Exploring what it means to be human, one story at a time.
Un monde de soie d’araignée
Évadez-vous dans le monde imaginaire de Fair
— Alors, qu’est-ce que M. Coulter t’a appris, Mary ? —demanda-t-elle à sa nièce, s’efforçant d’oublier que la petite venait de prononcer les mots « sortilège » et « miroir » dans la même phrase, tout en souriant à un inconnu qu’elle appelait par son prénom.
— Regarde, regarde le miroir ! —s’exécuta Mary avec joie.
Le miroir était noir, celui qui s’y trouvait ayant décidé de s’éclipser pour les besoins de l’exercice. Mary toucha quelques symboles sur la table devant le miroir, des symboles qui semblaient peints sur des boutons et qui rappelaient à Lucille des pierres runiques, à ceci près qu’ils paraissaient tissés dans une étoffe sombre leur permettant de monter et descendre. Elle était trop fascinée par le mouvement des boutons peints sous les doigts de Mary pour remarquer que l’écran était devenu jaune vif ; quand elle s’en aperçut enfin, elle eut un mouvement de recul involontaire.
— Je regrette d’avoir demandé —murmura-t-elle d’une voix enrouée après avoir repris ses esprits.— Je ne suis pas très sûre de tout ça, Mary ; entre le sang et ces changements de couleurs autour de toi, ça ne présage rien de bon, n’est-ce pas ? —demanda-t-elle à sa nièce, espérant être contredite.
— En fait, elle ne peut changer que l’arrière-plan de l’écran —expliqua celui qui était dans le miroir.
— Vous voulez dire la couleur de la surface réfléchissante elle-même —précisa Lucille.
— C’est cela —répondit l’homme dans le miroir.

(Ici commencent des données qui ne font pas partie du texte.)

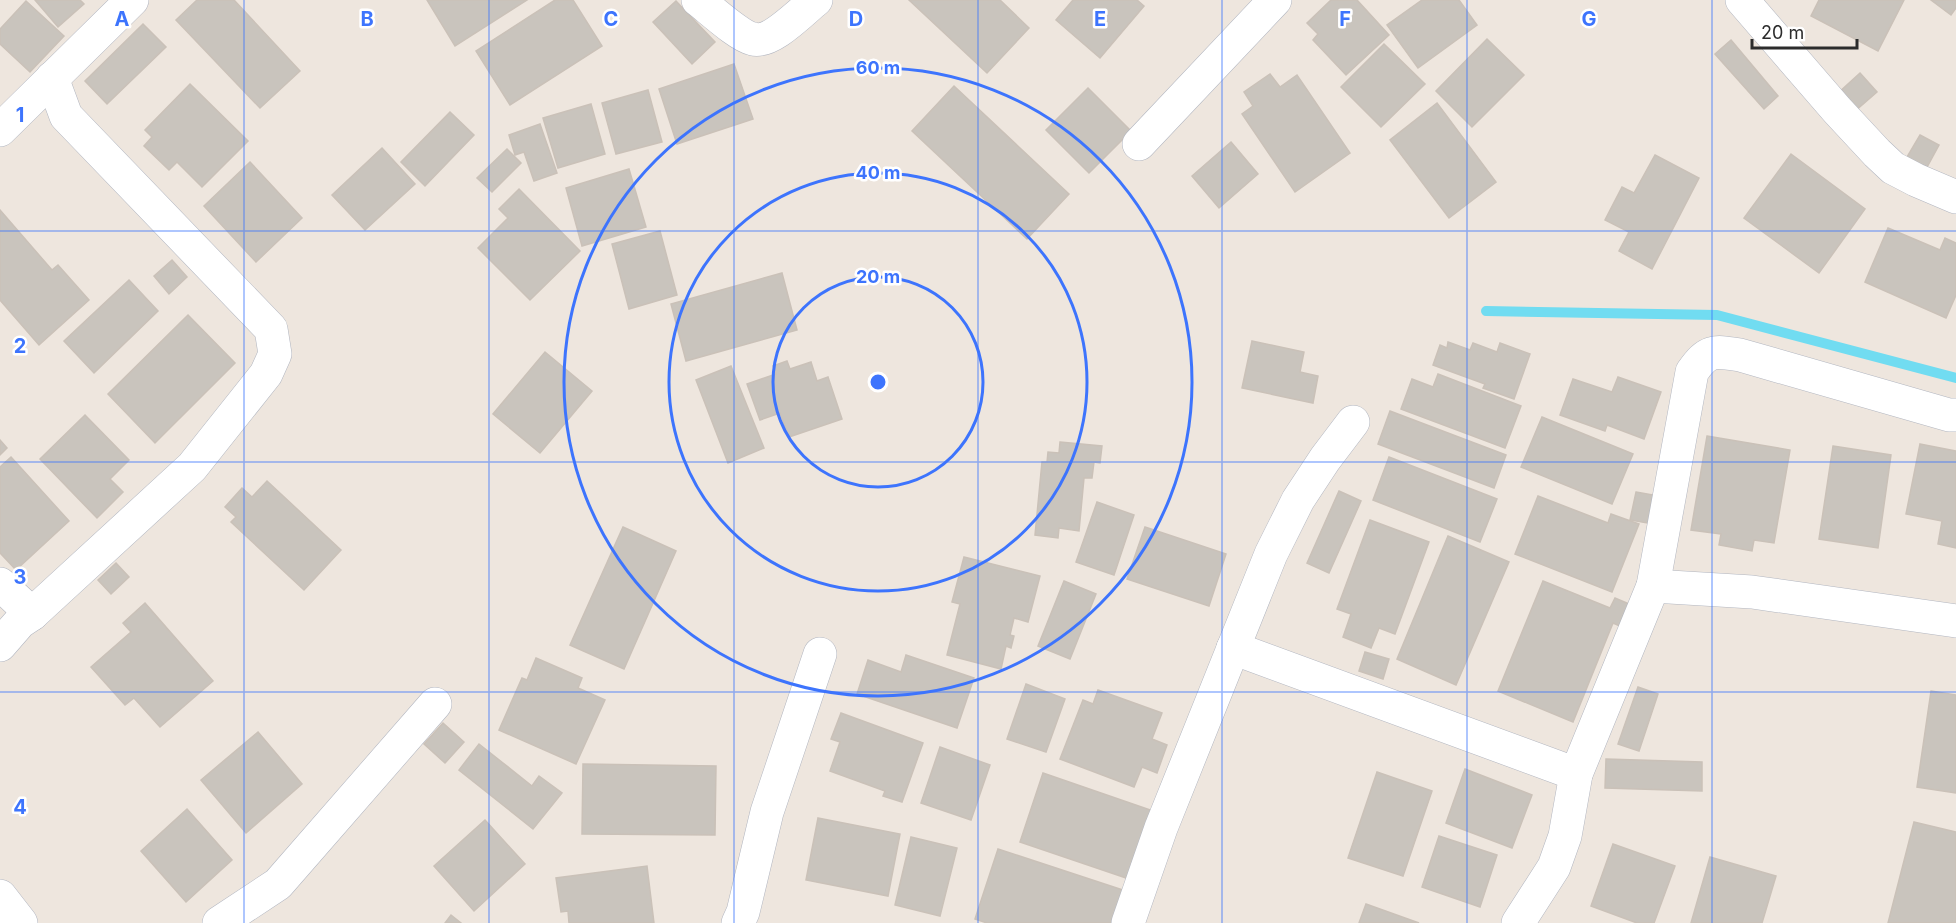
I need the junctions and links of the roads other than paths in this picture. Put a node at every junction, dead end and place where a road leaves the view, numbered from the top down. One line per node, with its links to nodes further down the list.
1 (132, 0): 6 (street)
2 (698, 0): 3 (street)
3 (816, 0)
4 (1275, 0): 10 (street)
5 (1742, 0): 11 (street)
6 (52, 78): 7 (street); 8 (street)
7 (26, 105): 8 (street); 9 (street)
8 (66, 116): 16 (street)
9 (0, 130)
10 (1139, 144)
11 (1956, 197)
12 (1956, 415): 15 (street)
13 (1353, 422): 19 (street)
14 (0, 584): 16 (street)
15 (1653, 586): 17 (street); 22 (street)
16 (32, 614): 18 (street)
17 (1956, 621)
18 (0, 645)
19 (1233, 648): 22 (street); 28 (street)
20 (820, 654): 27 (street)
21 (435, 704): 26 (street)
22 (1576, 774): 24 (street)
23 (0, 896): 25 (street)
24 (1524, 921)
25 (21, 923)
26 (219, 923)
27 (738, 923)
28 (1128, 923)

— Et le cadre ? Pouvez-vous changer la couleur du cadre du miroir ? —demanda Lucille.
— Pas via le logiciel, non —répliqua-t-il.

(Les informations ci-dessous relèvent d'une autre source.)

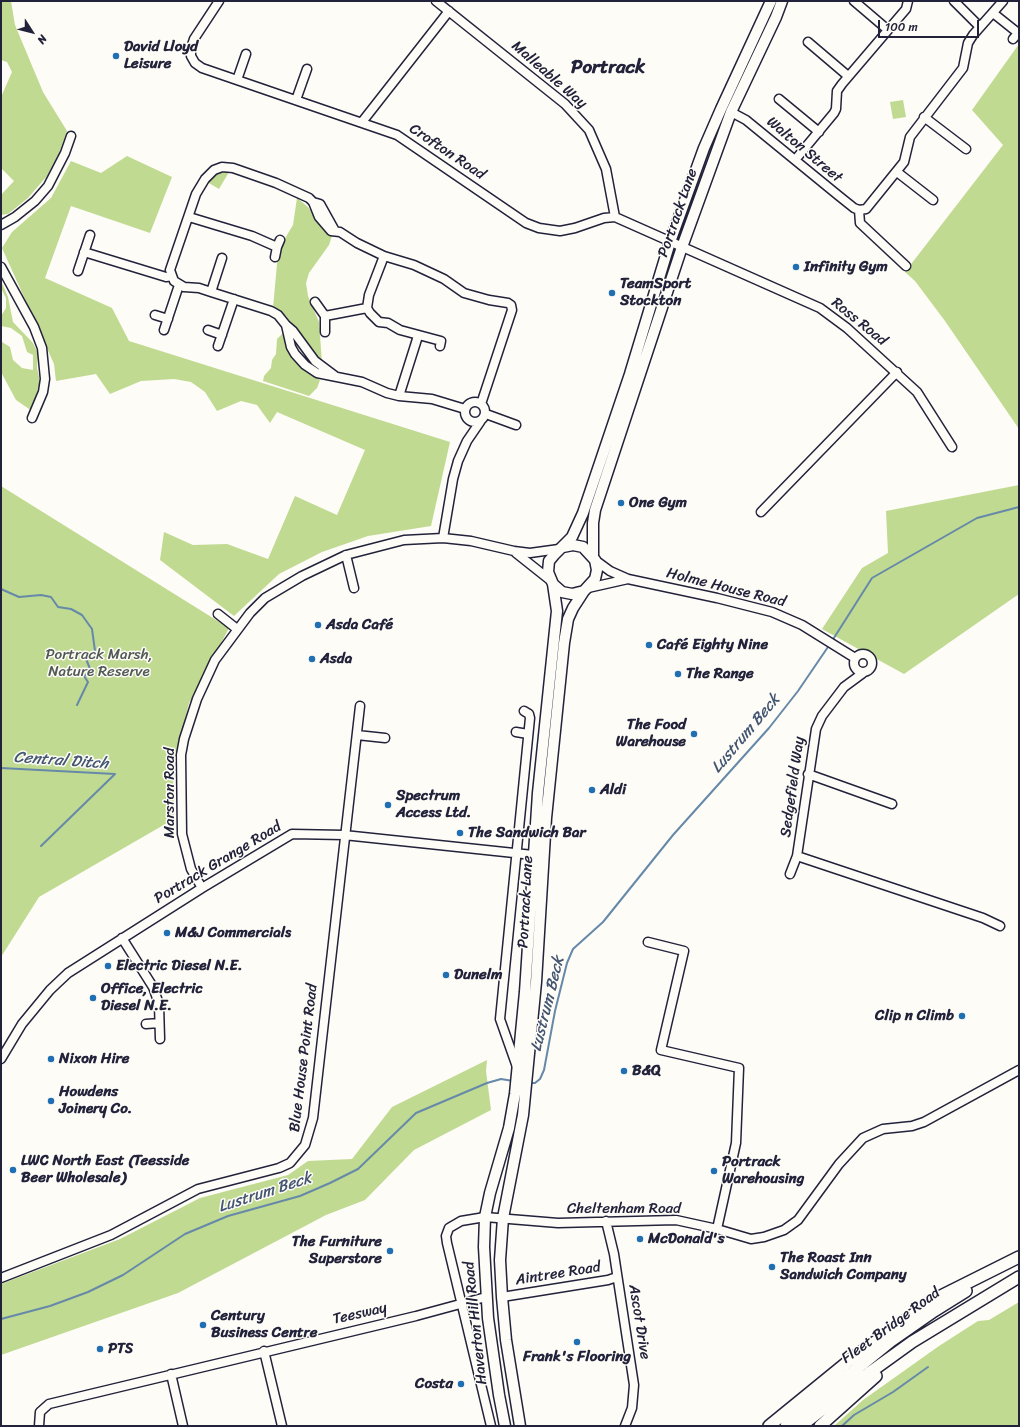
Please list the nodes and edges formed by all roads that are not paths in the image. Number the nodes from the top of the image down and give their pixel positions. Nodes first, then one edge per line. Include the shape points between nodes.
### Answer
1 (219, 1) edge
2 (436, 1) edge
3 (771, 1) edge
4 (782, 1) edge
5 (854, 1) edge
6 (908, 1) edge
7 (954, 1) edge
8 (1004, 1) edge
9 (449, 11) junction
10 (993, 13) junction
11 (980, 27) junction
12 (888, 30) junction
13 (1013, 39) dead end
14 (808, 42) dead end
15 (246, 54) dead end
16 (307, 69) dead end
17 (848, 76) junction
18 (237, 80) junction
19 (779, 99) dead end
20 (296, 100) junction
21 (731, 112) junction
22 (924, 117) junction
23 (362, 122) junction
24 (819, 132) junction
25 (71, 136) dead end
26 (966, 149) dead end
27 (794, 160) junction
28 (897, 172) junction
29 (934, 200) dead end
30 (859, 210) junction
31 (189, 217) junction
32 (615, 217) junction
33 (1, 225) edge
34 (90, 235) dead end
35 (670, 242) junction
36 (682, 247) junction
37 (84, 252) junction
38 (384, 256) junction
39 (221, 257) dead end
40 (275, 257) dead end
41 (906, 266) dead end
42 (1, 267) edge
43 (78, 271) dead end
44 (172, 276) junction
45 (179, 285) junction
46 (211, 292) junction
47 (234, 299) junction
48 (315, 302) dead end
49 (367, 308) junction
50 (155, 315) dead end
51 (325, 316) junction
52 (168, 319) junction
53 (286, 325) junction
54 (164, 330) dead end
55 (208, 330) dead end
56 (325, 332) dead end
57 (222, 335) junction
58 (418, 336) junction
59 (218, 346) dead end
60 (440, 346) dead end
61 (897, 372) junction
62 (336, 376) junction
63 (399, 396) junction
64 (481, 404) junction
65 (465, 408) junction
66 (486, 414) junction
67 (32, 418) dead end
68 (467, 419) junction
69 (480, 422) junction
70 (516, 425) dead end
71 (466, 441) junction
72 (952, 447) dead end
73 (761, 512) dead end
74 (443, 538) junction
75 (561, 548) junction
76 (514, 551) junction
77 (346, 555) junction
78 (594, 558) junction
79 (628, 579) junction
80 (551, 582) junction
81 (354, 588) dead end
82 (586, 590) junction
83 (218, 614) dead end
84 (237, 629) junction
85 (855, 661) junction
86 (863, 673) junction
87 (844, 687) junction
88 (360, 706) dead end
89 (524, 711) dead end
90 (516, 732) dead end
91 (357, 734) junction
92 (528, 734) junction
93 (385, 738) dead end
94 (808, 774) junction
95 (892, 804) dead end
96 (344, 835) junction
97 (516, 853) junction
98 (533, 855) junction
99 (797, 856) junction
100 (790, 874) dead end
101 (202, 888) junction
102 (1000, 926) dead end
103 (122, 938) junction
104 (648, 942) dead end
105 (159, 1023) junction
106 (146, 1024) dead end
107 (160, 1039) dead end
108 (1, 1059) edge
109 (517, 1070) junction
110 (1019, 1070) edge
111 (520, 1094) junction
112 (485, 1217) junction
113 (503, 1218) junction
114 (606, 1222) junction
115 (717, 1229) junction
116 (1019, 1258) edge
117 (618, 1277) junction
118 (1019, 1277) edge
119 (1, 1278) edge
120 (1019, 1285) edge
121 (486, 1297) junction
122 (502, 1297) junction
123 (462, 1304) junction
124 (264, 1351) junction
125 (171, 1374) junction
126 (39, 1426) edge
127 (183, 1426) edge
128 (282, 1426) edge
129 (491, 1426) edge
130 (505, 1426) edge
131 (520, 1426) edge
132 (625, 1426) edge
133 (769, 1426) edge
134 (786, 1426) edge
135 (801, 1426) edge
136 (820, 1426) edge

1 - 18 street, Crofton Road via 194,39 191,48 193,59 202,68
2 - 9 street, Malleable Way
3 - 35 main road, Portrack Lane via 720,109
4 - 21 main road, Portrack Lane
5 - 12 street
6 - 12 street via 906,9
7 - 11 street
8 - 10 street
9 - 23 street
9 - 32 street, Malleable Way via 565,104 589,130 606,169
10 - 11 street
10 - 13 street via 1018,33
11 - 22 street via 968,43 963,68
12 - 17 street
14 - 17 street
15 - 18 street
16 - 20 street
17 - 24 street via 837,91 836,109
18 - 20 street, Crofton Road
19 - 24 street
20 - 23 street, Crofton Road
21 - 27 street, Walton Street via 746,120
21 - 36 main road, Portrack Lane
22 - 26 street
22 - 28 street via 910,137 907,158
23 - 32 street, Crofton Road via 386,130 412,144 526,223 539,228 560,231
24 - 27 street
25 - 33 street via 48,186 35,201
27 - 30 street, Walton Street
28 - 29 street
28 - 30 street via 866,209
30 - 41 street via 860,223
31 - 38 street via 196,194 205,179 214,170 222,167 233,168 297,191 320,204 335,231
31 - 40 street via 278,244
31 - 44 street via 170,270
32 - 35 street
34 - 37 street
35 - 36 street, Ross Road
35 - 75 main road, Portrack Lane via 630,374 583,513 572,537
36 - 61 street, Ross Road via 820,308
36 - 78 main road, Portrack Lane via 595,510 592,523
37 - 43 street
37 - 44 street via 166,277
38 - 49 street via 371,289
38 - 64 street via 444,278 464,293 511,305 512,310
39 - 46 street
42 - 67 street via 34,327 42,348 45,379 43,392
44 - 45 street
45 - 46 street
45 - 52 street
46 - 47 street
47 - 53 street via 271,311
47 - 57 street
48 - 51 street
49 - 51 street
49 - 58 street via 379,322
50 - 52 street
51 - 56 street
52 - 54 street
53 - 62 street via 315,361
53 - 62 street via 291,347 299,360 317,373
55 - 57 street
57 - 59 street
58 - 60 street via 424,335 441,341
58 - 63 street
61 - 72 street, Ross Road via 917,392
61 - 73 street
62 - 63 street via 362,382
63 - 65 street
64 - 65 street via 470,403
64 - 66 street
65 - 68 street
66 - 69 street
66 - 70 street
68 - 69 street via 473,423
68 - 71 street
69 - 71 street
71 - 74 street via 453,479
74 - 76 street, Marston Road via 471,541
74 - 77 street, Marston Road via 404,540
75 - 76 street, Marston Road via 535,553
75 - 78 main road via 573,545 583,547
75 - 80 main road, Portrack Lane via 549,562
76 - 80 street, Marston Road
77 - 81 street
77 - 84 street, Marston Road via 302,576 265,598
78 - 79 street, Holme House Road via 610,571
78 - 82 main road, Portrack Lane via 597,570 595,579
79 - 82 street, Holme House Road
79 - 85 street, Holme House Road via 772,612 802,625 841,649
80 - 82 main road via 562,592 572,594
80 - 98 main road, Portrack Lane via 557,611
82 - 111 main road, Portrack Lane via 568,619 564,642 546,818 536,982 527,1074
83 - 84 street
84 - 101 street, Marston Road via 205,679 190,719 181,755 182,834 191,869
85 - 86 street via 858,671
85 - 86 street via 859,655 865,654 872,660 871,669
85 - 87 street
86 - 87 street, Sedgefield Way
87 - 94 street, Sedgefield Way via 822,716 816,729
88 - 91 street, Blue House Point Road
89 - 92 street, Portrack Lane via 529,714
90 - 92 street
91 - 93 street
91 - 96 street, Blue House Point Road
92 - 97 street, Portrack Lane
94 - 95 street
94 - 99 street, Sedgefield Way
96 - 97 street, Portrack Grange Road
96 - 101 street, Portrack Grange Road via 292,834
96 - 119 street, Blue House Point Road via 313,1118 308,1141 299,1154 290,1163 279,1168 198,1189 111,1235
97 - 98 street, Portrack Grange Road
97 - 109 street, Portrack Lane via 500,1019
98 - 109 main road, Portrack Lane via 526,985
99 - 100 street, Sedgefield Way
99 - 102 street via 983,918
101 - 103 street, Portrack Grange Road
103 - 105 street via 153,988 159,1004
103 - 108 street, Portrack Grange Road via 73,969 50,990 22,1024
104 - 115 street via 684,952 661,1050 739,1068 736,1143
105 - 106 street
105 - 107 street
109 - 111 main road, Portrack Lane
110 - 115 street, Cheltenham Road via 924,1122 883,1129 863,1138 839,1164 798,1220 784,1230 764,1237 751,1238
111 - 112 main road, Portrack Lane
111 - 113 main road, Portrack Lane via 520,1134
112 - 113 street, Cheltenham Road
112 - 121 main road, Haverton Hill Road
112 - 123 street, Cheltenham Road via 461,1220 449,1228 446,1236
113 - 114 street, Cheltenham Road via 558,1223
113 - 122 main road, Haverton Hill Road via 500,1260
114 - 115 street, Cheltenham Road via 676,1220
114 - 117 street, Ascot Drive
116 - 133 highway via 935,1299 850,1360
116 - 134 highway, Fleet Bridge Road via 909,1328
117 - 122 street, Aintree Road
117 - 132 street, Ascot Drive via 634,1385 632,1408
118 - 135 highway, Fleet Bridge Road via 912,1342
120 - 136 highway via 932,1337 875,1377
121 - 123 street, Teesway
121 - 130 main road, Haverton Hill Road
122 - 131 main road, Haverton Hill Road
123 - 124 street, Teesway
123 - 129 street, Cheltenham Road
124 - 125 street, Teesway
124 - 128 street
125 - 126 street, Teesway via 49,1404 40,1412
125 - 127 street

— Mais vous pouvez le changer.
— Nous pouvons imprimer un autre boîtier, oui.
— Imprimer ? Comment ça ? —Lucille ouvrit des yeux ronds.
— Nous pouvons utiliser une imprimante 3D, c’est ainsi que nous avons fabriqué la plupart des composants de cette console —tenta d’expliquer l’homme dans le miroir. Devant le regard perplexe de Lucille, il eut une autre idée.
— Attendez ! —dit-il. Puis il disparut de nouveau, laissant place à un autre miroir. À l’intérieur, Lucille regarda, incrédule, une étrange machine qui semblait invoquer des objets solides à partir de rien.
— Est-ce qu’elle invoque de la matière à partir du néant ? —demanda Lucille, paniquée.
— Non —la rassura l’homme dans le miroir.— Elle tisse un polymère plastique, un peu comme les araignées construisent leurs toiles. Vous voyez ? Si vous regardez de près, on distingue presque le fil.
— Qu’est-ce qu’un...
— Polymère plastique ? C’est une substance synthétique que nous fabriquons en laboratoire. Voici à quoi ressemble sa formule. —Il ouvrit un autre miroir où apparut un brin animé, d’une longueur infinie, tournoyant autour d’un nuage de C, de O et de H, comme un fil fraîchement filé sur un rouet.
Lucille resta un long moment silencieuse, les yeux fixés sur ce fil de lettres qui se déroulait sans fin. Elle se demandait jusqu’où allaient les connaissances du miroir, oubliant totalement les luttes de pouvoir incessantes de Rosemary et l’heure tardive, captivée par la lueur dans les yeux de Mary. Elle n’avait jamais vu la petite aussi heureuse, ni aussi intéressée par quoi que ce soit ; sa nièce semblait presque méconnaissable, concentrée sur ces minuscules boutons peints comme s’ils détenaient le sens même de la vie.